> Records for processing
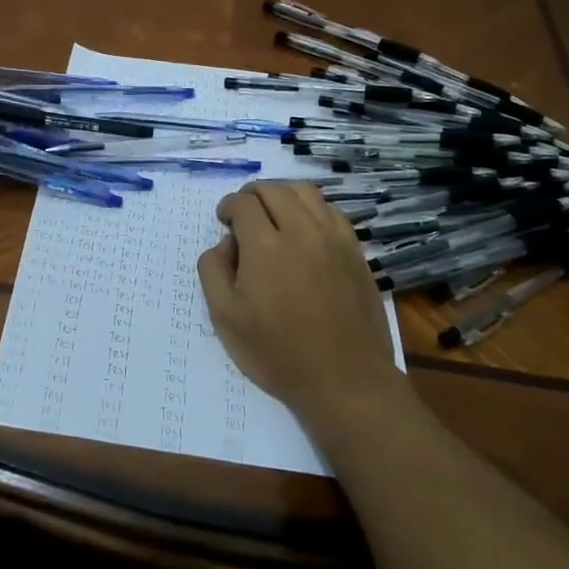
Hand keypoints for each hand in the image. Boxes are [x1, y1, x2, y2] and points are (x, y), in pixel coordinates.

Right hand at [198, 181, 411, 440]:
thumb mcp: (225, 317)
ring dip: (282, 194)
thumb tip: (224, 243)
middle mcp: (301, 230)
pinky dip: (311, 209)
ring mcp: (334, 238)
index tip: (224, 222)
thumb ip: (213, 270)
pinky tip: (304, 230)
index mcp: (265, 245)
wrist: (345, 379)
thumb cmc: (277, 352)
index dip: (227, 206)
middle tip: (243, 214)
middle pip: (274, 189)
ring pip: (306, 192)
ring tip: (273, 214)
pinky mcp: (355, 251)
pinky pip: (331, 211)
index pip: (242, 202)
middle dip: (252, 194)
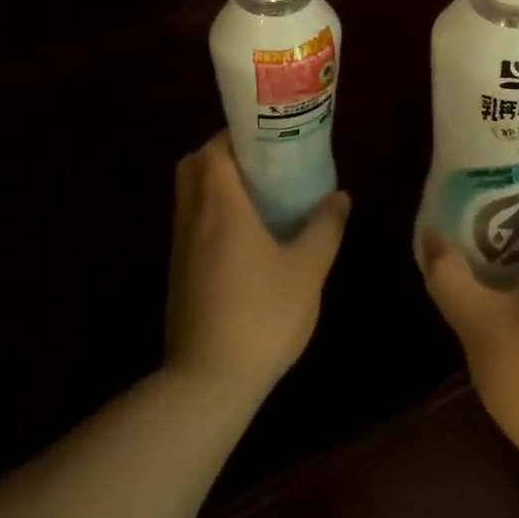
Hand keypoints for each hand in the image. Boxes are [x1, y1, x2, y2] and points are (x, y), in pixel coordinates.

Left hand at [165, 132, 349, 407]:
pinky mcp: (177, 275)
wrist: (208, 382)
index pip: (213, 148)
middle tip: (260, 164)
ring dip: (214, 186)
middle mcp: (192, 217)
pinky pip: (189, 225)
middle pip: (193, 166)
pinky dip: (209, 215)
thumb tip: (340, 196)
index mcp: (220, 205)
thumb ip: (324, 227)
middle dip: (221, 155)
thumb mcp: (307, 270)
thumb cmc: (262, 314)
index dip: (234, 135)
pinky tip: (243, 239)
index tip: (265, 137)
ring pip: (189, 196)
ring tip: (256, 197)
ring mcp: (180, 247)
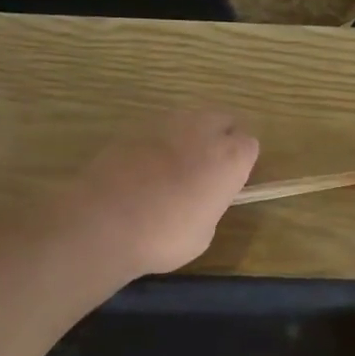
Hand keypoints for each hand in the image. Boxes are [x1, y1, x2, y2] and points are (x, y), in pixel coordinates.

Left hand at [61, 109, 259, 277]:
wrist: (105, 223)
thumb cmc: (165, 236)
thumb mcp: (203, 233)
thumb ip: (209, 205)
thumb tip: (199, 199)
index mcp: (230, 158)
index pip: (250, 144)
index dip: (240, 162)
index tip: (228, 182)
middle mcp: (202, 130)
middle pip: (222, 120)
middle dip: (219, 138)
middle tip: (206, 169)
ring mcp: (165, 123)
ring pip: (189, 119)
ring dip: (188, 136)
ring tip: (173, 167)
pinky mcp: (132, 127)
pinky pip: (157, 129)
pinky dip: (157, 143)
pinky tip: (143, 169)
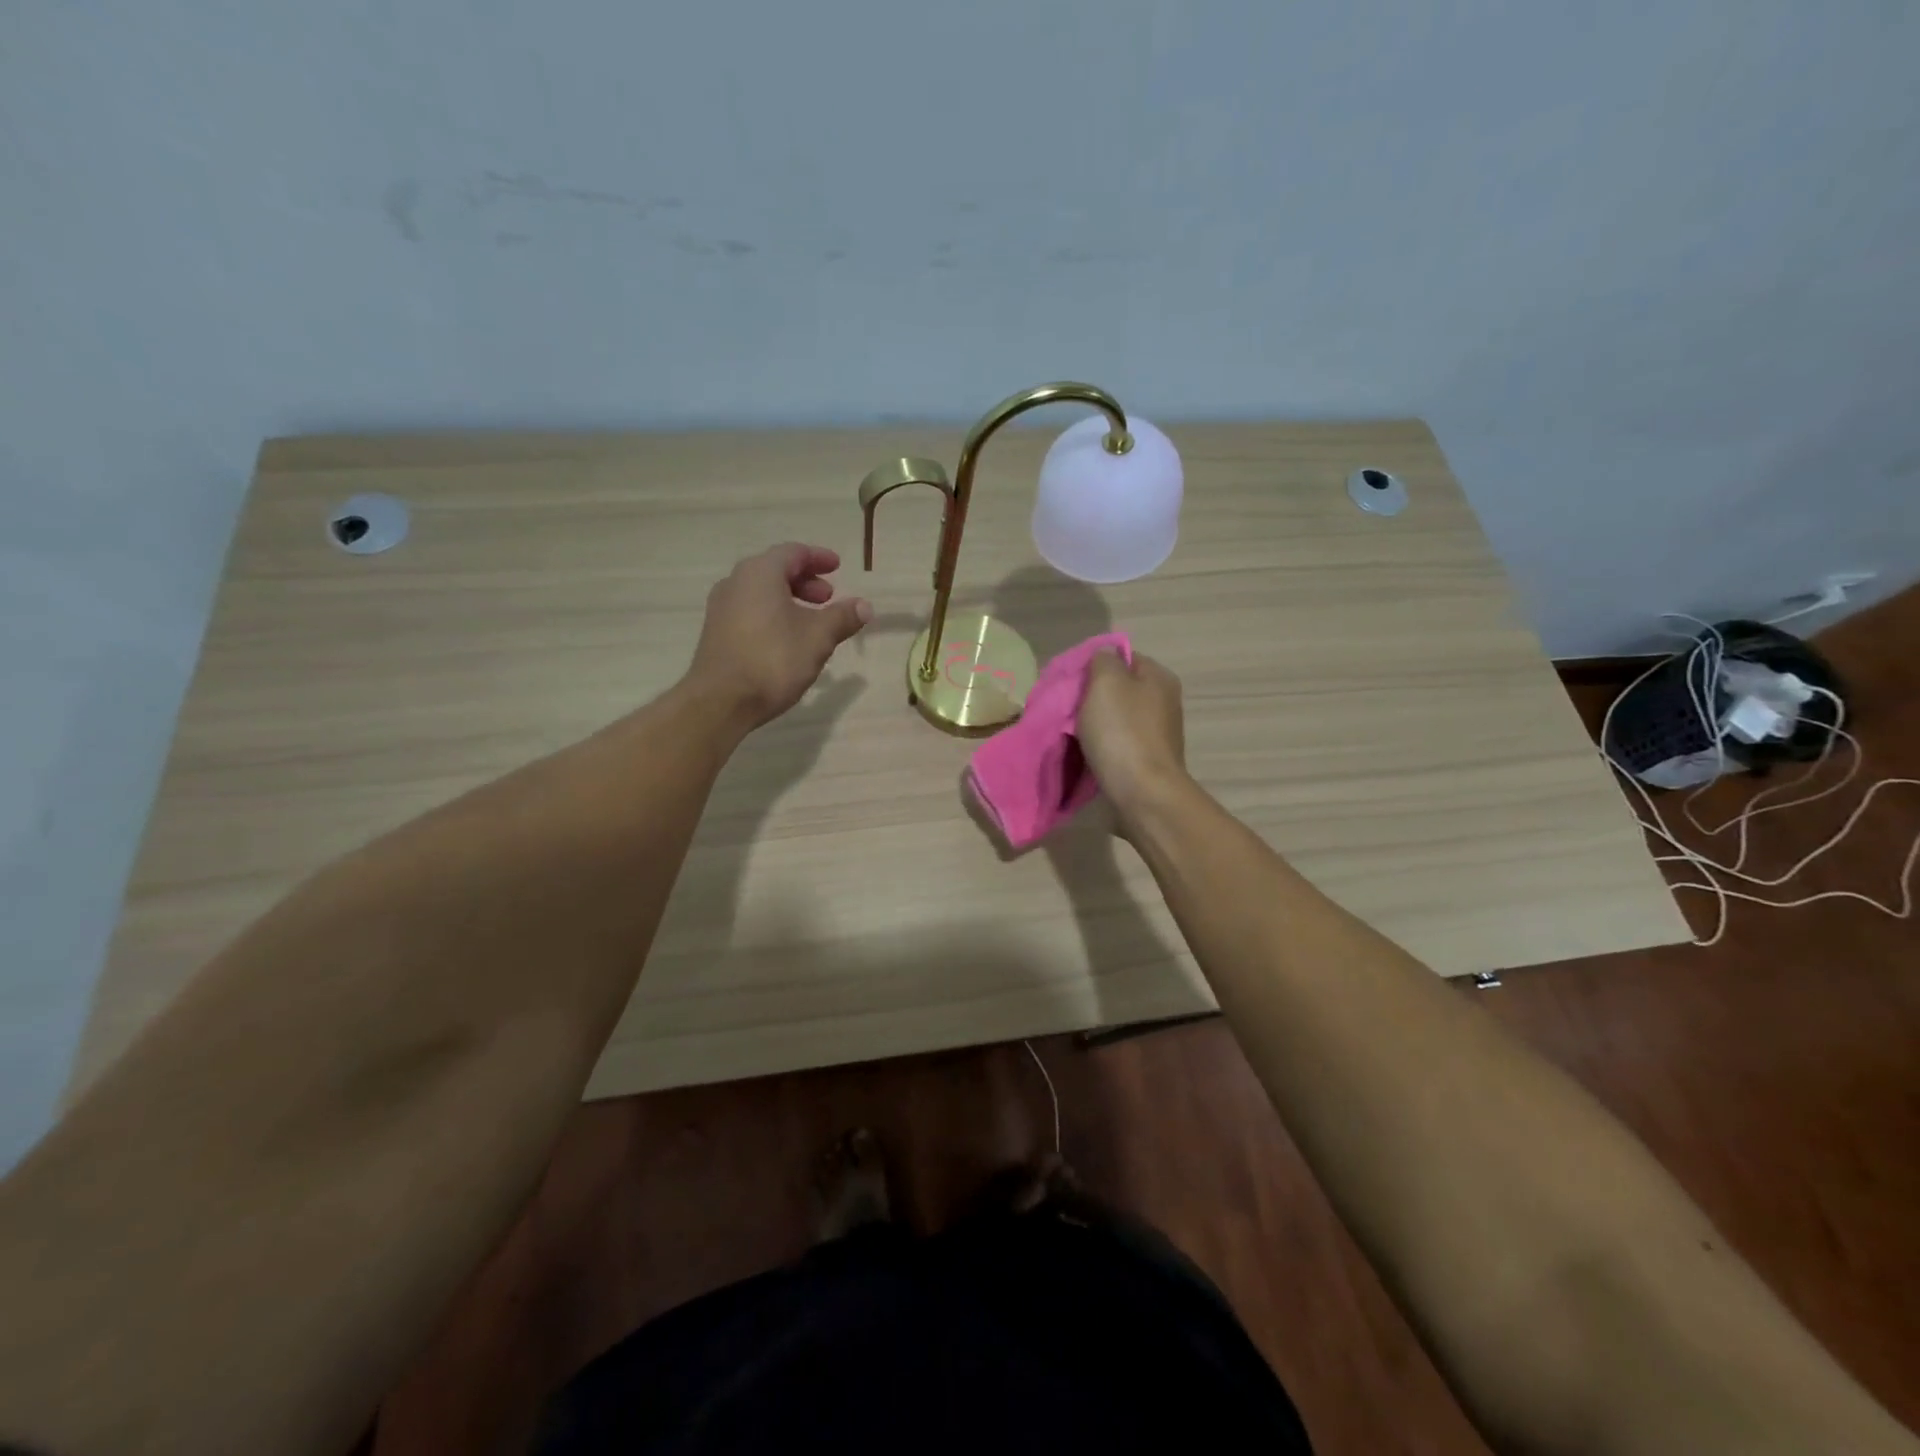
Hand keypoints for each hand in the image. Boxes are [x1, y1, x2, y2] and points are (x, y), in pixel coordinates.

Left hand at [688, 544, 871, 729]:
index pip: (793, 553)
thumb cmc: (773, 660)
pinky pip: (750, 611)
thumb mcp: (818, 638)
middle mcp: (736, 582)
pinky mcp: (716, 632)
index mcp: (760, 573)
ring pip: (762, 592)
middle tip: (828, 598)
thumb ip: (842, 617)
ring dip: (790, 599)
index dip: (818, 558)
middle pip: (775, 570)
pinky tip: (788, 639)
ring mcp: (721, 608)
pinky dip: (773, 614)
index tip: (837, 566)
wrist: (721, 701)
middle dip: (805, 581)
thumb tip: (865, 606)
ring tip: (812, 622)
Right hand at [1077, 651, 1188, 819]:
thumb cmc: (1122, 733)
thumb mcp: (1106, 682)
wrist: (1142, 795)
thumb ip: (1102, 660)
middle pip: (1117, 690)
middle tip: (1063, 708)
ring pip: (1114, 719)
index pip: (1122, 658)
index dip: (1093, 665)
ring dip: (1092, 725)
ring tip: (1068, 733)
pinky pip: (1116, 745)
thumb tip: (1103, 656)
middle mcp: (1163, 702)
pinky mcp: (1145, 762)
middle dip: (1089, 697)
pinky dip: (1099, 748)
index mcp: (1159, 678)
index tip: (1068, 681)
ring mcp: (1156, 735)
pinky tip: (1082, 754)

> Assignment
Write out the lines of the entries above exactly, beginning with the first and ending with the line that contains "pinky tip: (143, 169)". No picture goes in.

> Result
Hand keypoints for each hand in the image. Boxes are [x1, y1, x2, y2] and points are (x, y), in pixel coordinates.

Right hand at [198, 181, 411, 440]:
thumb mcp: (225, 317)
ring dip: (282, 194)
thumb tip: (224, 243)
middle mcp: (301, 230)
pinky dip: (311, 209)
ring mcp: (334, 238)
index tip: (224, 222)
thumb ip: (213, 270)
pinky tip: (304, 230)
index mcp: (265, 245)
wrist: (345, 379)
thumb cmc: (277, 352)
index dip: (227, 206)
middle tip: (243, 214)
middle pip: (274, 189)
ring pip: (306, 192)
ring tip: (273, 214)
pinky mcp: (355, 251)
pinky pip: (331, 211)
index pip: (242, 202)
middle dip: (252, 194)
Hand keypoints for each hand in the image. Boxes are [x1, y1, x2, y2] and points are (x, y), in pixel coordinates.

Left hand at [165, 132, 349, 407]:
pinky mcp: (177, 275)
wrist: (208, 382)
index pip: (213, 148)
middle tip: (260, 164)
ring dip: (214, 186)
middle mcp: (192, 217)
pinky pip: (189, 225)
middle pip: (193, 166)
pinky dip: (209, 215)
thumb tip: (340, 196)
index mcp: (220, 205)
thumb ip: (324, 227)
middle dip: (221, 155)
thumb mcp: (307, 270)
thumb cmc: (262, 314)
index dip: (234, 135)
pinky tip: (243, 239)
index tip: (265, 137)
ring pip: (189, 196)
ring tip: (256, 197)
ring mcp: (180, 247)
Hand keypoints for each hand in the image. Boxes are [x1, y1, x2, y2] and points are (x, y), in pixel coordinates.

Left hand at [61, 109, 259, 277]:
wrist: (105, 223)
thumb cmc: (165, 236)
thumb mcp: (203, 233)
thumb ip: (209, 205)
thumb tip: (199, 199)
index mcp: (230, 158)
index pip: (250, 144)
index dip: (240, 162)
index tip: (228, 182)
middle mcp: (202, 130)
middle pip: (222, 120)
middle dip: (219, 138)
middle tip: (206, 169)
ring mcp: (165, 123)
ring pip: (189, 119)
ring dip: (188, 136)
ring tip: (173, 167)
pinky mcp: (132, 127)
pinky pip: (157, 129)
pinky dip: (157, 143)
pinky tip: (143, 169)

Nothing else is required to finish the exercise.